To the editor:
Loss of transmembrane lipid asymmetry in apoptotic cells or in activated platelets is thought to be catalyzed by a specific membrane protein named phospholipid scramblase.1 Recently, the transmembrane protein TMEM16F was shown to be required for Ca2+-induced lipid scrambling and exposure of phosphatidylserine at the cell surface.2 The TMEM16F gene is located on chromosome 12 (12q12) and comprises 20 exons encoding a 910–amino acid protein with 8 transmembrane segments.2,3 A patient with Scott syndrome, an inherited bleeding disorder caused by defective scramblase activity, was reported to be homozygous for a TMEM16F mutation (IVS12–1G→T) causing exon 13 skipping, frame shift, and premature termination of translation.2
After obtaining informed consent, we investigated another patient with Scott syndrome, a 64-year-old Welsh female with a moderate bleeding tendency. The scramblase defect in her platelets, erythrocytes, and B lymphocytes has been previously characterized.4 The patient's genomic DNA was isolated from peripheral blood leukocytes and all TMEM16F exons (including splicing junctions) were amplified and sequenced. Two different mutations were identified (Figure 1A): a transition at the first nucleotide of intron 6 (IVS6 + 1G→A), disrupting the donor splice site consensus sequence of intron 6, and a single-nucleotide insertion in exon 11 (c.1219insT, cDNA numbering from the ATG), predicting a frame shift and premature termination of translation at codon 411 (Figure 1C).

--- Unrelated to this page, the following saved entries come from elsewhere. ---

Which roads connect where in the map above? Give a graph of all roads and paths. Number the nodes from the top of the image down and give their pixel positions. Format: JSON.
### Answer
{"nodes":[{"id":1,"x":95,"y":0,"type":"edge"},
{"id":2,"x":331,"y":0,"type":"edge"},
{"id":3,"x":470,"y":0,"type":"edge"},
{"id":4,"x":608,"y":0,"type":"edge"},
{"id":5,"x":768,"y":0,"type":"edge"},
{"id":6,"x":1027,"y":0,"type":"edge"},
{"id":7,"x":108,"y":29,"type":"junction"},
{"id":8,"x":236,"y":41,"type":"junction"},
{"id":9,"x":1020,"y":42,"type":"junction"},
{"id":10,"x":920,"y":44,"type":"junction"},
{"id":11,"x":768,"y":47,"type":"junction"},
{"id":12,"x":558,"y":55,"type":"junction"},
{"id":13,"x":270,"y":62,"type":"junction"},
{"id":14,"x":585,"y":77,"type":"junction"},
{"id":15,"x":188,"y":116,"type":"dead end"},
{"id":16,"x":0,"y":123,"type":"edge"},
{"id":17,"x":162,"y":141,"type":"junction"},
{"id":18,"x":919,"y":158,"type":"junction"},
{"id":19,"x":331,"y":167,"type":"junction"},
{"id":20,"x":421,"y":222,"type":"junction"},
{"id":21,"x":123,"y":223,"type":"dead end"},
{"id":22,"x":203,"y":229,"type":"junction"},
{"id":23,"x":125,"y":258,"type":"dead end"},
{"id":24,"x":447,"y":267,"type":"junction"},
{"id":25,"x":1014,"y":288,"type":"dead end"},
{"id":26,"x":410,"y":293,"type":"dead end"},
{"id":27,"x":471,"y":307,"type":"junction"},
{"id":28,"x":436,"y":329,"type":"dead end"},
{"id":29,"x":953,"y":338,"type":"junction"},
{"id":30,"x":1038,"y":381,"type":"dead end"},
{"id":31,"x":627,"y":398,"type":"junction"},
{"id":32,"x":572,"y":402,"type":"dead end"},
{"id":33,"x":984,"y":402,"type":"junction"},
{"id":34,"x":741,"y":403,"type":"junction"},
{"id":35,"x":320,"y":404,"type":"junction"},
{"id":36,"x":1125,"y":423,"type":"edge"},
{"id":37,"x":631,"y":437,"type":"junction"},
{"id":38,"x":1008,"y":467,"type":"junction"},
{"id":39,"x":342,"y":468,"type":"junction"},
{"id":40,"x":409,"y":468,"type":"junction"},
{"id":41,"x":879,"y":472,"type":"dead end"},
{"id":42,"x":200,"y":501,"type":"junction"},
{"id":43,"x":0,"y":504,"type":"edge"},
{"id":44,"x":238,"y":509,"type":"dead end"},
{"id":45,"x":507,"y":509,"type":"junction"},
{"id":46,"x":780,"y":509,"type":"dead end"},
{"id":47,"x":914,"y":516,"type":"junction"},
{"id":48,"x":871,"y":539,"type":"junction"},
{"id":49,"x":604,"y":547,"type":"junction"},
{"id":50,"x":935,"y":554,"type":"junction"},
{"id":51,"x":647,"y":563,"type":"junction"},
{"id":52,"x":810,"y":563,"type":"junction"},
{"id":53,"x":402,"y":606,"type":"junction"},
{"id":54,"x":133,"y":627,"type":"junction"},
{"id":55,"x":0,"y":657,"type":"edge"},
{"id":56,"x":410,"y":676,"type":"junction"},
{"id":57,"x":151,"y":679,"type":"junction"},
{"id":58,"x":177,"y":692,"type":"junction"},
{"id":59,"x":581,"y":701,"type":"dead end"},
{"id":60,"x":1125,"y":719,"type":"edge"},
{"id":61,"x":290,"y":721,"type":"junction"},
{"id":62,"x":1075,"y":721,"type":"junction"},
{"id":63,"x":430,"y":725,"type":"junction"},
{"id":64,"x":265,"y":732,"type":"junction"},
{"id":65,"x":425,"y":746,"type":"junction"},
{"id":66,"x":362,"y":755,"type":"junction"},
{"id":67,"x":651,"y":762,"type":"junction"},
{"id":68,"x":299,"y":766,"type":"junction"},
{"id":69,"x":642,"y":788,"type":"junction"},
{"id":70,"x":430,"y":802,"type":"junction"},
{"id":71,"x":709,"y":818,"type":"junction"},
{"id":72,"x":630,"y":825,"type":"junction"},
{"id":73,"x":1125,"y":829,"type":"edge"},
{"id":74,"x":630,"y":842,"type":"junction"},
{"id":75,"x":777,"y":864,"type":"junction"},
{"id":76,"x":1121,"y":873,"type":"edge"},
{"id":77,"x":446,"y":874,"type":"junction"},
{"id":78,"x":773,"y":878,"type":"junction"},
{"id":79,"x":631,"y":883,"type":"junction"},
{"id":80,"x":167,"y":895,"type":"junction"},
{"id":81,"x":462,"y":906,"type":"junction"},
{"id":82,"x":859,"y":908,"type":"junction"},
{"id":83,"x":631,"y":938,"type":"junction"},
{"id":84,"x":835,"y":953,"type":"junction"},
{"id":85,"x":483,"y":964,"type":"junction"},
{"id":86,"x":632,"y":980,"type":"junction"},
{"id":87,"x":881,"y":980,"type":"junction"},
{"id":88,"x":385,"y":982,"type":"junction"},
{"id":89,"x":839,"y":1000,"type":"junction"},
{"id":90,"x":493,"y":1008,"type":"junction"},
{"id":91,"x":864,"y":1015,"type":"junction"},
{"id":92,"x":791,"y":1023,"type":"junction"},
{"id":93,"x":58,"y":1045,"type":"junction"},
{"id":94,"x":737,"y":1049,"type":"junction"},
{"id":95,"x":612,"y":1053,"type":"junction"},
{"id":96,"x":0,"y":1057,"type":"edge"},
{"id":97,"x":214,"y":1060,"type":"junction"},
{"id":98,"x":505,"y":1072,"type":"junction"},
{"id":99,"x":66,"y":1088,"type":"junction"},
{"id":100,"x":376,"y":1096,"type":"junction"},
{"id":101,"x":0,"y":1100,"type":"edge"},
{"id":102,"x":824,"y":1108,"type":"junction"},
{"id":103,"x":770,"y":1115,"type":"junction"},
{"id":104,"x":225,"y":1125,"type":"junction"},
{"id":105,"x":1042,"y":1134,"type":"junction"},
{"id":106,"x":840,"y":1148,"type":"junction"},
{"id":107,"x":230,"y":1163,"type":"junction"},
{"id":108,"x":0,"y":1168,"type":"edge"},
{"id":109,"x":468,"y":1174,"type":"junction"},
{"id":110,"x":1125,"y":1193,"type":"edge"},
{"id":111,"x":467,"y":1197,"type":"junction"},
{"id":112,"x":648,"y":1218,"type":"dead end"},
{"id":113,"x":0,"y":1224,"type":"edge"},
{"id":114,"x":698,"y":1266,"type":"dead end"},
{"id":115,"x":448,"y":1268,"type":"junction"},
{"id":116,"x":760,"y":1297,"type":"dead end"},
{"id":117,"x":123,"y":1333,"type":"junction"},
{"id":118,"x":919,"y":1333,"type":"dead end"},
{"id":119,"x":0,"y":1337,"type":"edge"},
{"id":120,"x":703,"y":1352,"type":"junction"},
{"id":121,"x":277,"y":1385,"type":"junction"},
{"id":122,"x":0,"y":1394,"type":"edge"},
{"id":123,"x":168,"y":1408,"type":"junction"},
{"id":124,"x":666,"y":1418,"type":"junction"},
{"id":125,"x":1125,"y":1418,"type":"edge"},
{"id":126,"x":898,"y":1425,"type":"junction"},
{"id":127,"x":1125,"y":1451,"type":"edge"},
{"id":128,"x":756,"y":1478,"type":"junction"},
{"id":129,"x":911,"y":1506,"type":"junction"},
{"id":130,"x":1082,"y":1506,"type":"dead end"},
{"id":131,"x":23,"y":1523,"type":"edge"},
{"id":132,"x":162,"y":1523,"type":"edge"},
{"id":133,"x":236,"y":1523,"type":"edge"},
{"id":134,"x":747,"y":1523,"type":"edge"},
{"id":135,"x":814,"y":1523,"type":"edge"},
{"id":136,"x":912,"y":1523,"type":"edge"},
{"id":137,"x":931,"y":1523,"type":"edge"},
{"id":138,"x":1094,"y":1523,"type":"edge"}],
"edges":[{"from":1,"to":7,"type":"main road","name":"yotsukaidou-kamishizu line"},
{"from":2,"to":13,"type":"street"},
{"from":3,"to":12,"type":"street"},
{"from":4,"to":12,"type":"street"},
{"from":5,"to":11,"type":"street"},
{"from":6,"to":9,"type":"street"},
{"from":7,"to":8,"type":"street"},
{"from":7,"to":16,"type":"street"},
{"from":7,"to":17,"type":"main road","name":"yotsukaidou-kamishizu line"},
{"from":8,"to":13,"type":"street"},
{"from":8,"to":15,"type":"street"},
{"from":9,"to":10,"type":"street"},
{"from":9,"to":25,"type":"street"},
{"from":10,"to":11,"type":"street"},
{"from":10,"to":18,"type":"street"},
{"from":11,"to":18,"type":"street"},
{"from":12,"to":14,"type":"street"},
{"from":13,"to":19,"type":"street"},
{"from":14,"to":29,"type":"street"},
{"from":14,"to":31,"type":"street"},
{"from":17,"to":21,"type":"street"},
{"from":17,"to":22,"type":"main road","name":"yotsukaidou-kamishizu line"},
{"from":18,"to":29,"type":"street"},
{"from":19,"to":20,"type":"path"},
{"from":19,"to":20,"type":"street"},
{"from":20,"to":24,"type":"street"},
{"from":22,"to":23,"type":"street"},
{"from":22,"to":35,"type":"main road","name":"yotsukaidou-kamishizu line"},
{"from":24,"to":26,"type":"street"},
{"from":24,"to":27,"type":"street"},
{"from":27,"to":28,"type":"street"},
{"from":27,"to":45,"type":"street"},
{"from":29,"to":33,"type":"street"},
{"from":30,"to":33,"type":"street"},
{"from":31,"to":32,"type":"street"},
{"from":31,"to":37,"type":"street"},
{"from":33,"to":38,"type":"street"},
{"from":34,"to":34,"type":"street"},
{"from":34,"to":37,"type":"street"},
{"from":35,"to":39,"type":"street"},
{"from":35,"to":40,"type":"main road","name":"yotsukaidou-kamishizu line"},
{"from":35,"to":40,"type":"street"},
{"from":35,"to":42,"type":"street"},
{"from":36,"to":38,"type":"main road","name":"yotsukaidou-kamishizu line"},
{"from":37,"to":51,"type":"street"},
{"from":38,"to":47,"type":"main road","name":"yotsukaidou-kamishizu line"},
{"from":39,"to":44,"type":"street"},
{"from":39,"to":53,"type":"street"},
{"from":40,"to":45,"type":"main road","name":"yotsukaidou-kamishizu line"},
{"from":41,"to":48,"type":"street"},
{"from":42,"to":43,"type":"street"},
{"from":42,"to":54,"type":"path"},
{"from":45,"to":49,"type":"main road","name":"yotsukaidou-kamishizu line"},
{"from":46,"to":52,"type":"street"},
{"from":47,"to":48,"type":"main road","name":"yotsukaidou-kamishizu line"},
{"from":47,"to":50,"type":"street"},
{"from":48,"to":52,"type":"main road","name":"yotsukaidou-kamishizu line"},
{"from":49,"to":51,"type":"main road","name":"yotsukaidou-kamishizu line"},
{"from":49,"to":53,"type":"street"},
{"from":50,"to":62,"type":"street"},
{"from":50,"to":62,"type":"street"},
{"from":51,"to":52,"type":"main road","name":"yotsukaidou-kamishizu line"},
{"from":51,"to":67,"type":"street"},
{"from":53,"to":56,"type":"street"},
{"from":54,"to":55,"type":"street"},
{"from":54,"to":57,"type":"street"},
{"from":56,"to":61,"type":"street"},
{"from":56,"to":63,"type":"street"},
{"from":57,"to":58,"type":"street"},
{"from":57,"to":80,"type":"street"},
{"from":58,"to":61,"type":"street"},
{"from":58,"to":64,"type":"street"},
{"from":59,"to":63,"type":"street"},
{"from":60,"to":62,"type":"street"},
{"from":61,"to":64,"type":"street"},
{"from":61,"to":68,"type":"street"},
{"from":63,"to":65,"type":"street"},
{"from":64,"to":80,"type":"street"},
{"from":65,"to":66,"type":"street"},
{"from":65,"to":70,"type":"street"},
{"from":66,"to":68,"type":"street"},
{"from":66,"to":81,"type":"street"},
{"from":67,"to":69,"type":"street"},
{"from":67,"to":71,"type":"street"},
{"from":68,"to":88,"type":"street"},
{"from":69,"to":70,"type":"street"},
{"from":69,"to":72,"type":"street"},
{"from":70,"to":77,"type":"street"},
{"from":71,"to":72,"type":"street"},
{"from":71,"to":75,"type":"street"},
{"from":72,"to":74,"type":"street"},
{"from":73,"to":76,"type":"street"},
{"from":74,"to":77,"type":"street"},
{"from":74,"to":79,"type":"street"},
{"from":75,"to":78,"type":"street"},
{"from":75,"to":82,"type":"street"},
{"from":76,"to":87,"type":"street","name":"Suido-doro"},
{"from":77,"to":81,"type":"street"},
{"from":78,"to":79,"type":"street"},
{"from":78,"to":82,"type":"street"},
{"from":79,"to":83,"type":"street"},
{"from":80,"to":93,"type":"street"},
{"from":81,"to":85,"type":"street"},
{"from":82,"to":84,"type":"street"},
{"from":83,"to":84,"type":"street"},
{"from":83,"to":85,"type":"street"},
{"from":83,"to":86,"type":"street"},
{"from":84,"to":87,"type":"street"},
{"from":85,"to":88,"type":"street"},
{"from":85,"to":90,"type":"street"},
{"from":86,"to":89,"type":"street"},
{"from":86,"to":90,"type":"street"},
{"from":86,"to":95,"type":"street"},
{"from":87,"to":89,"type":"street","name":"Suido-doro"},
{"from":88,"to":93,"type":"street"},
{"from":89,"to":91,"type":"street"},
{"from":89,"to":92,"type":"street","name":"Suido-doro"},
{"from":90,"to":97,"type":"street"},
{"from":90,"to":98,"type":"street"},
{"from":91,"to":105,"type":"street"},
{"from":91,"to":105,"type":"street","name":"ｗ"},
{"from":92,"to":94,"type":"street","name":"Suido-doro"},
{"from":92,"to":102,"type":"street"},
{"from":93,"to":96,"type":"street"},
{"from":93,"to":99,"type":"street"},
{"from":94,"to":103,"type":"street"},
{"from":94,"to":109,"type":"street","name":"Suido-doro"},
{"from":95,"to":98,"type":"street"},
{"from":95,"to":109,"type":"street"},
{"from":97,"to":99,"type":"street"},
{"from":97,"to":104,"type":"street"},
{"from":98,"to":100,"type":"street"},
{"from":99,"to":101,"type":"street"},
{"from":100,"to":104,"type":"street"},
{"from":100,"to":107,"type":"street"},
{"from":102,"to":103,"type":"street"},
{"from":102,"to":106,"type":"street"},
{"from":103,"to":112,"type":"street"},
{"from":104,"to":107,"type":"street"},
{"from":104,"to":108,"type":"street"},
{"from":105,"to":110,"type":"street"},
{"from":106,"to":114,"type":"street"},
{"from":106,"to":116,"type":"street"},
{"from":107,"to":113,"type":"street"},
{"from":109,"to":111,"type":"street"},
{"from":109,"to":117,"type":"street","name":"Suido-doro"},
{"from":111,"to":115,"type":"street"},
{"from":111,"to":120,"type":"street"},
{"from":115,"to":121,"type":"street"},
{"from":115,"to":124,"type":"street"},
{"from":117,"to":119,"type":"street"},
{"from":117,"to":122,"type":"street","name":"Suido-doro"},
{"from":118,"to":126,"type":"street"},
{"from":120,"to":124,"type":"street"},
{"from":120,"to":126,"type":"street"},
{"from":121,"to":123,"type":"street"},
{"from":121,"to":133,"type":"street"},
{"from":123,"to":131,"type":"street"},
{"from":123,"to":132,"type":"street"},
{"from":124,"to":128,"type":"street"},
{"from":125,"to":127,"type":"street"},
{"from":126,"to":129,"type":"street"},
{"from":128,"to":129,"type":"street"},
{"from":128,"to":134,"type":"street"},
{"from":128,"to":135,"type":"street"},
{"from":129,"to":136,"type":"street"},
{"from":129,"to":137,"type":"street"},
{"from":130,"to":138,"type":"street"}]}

To clarify the impact of the IVS6 + 1G→A mutation on TMEM16F pre-mRNA splicing, total RNA was isolated from the patient's blood cells using TRIzol Reagent (Invitrogen) and reverse-transcribed with the High-Capacity cDNA Reverse Transcription kit (Applied Biosystems). A TMEM16F cDNA amplicon spanning exons 5-8 was amplified and analyzed by agarose gel electrophoresis (Figure 1B). Whereas the normal control showed only the expected 459-bp fragment, the patient showed both the normal fragment (likely the product of the c.1219insT allele) and a shorter (345-bp) fragment. The low intensity of the patient's 459-bp band suggests that the mRNA transcribed from the c.1219insT allele is partially degraded in vivo. Sequencing of the shorter fragment showed that it lacked exon 6 (Figure 1B). Exon 6 skipping, which is attributable to the IVS6 + 1G→A mutation, predicts the in-frame deletion of 38 amino acids (residues 212-249) from the N-terminal cytoplasmic domain of the protein (Figure 1C). The normal intensity of this band suggests that the stability of the mRNA transcribed from this allele is normal.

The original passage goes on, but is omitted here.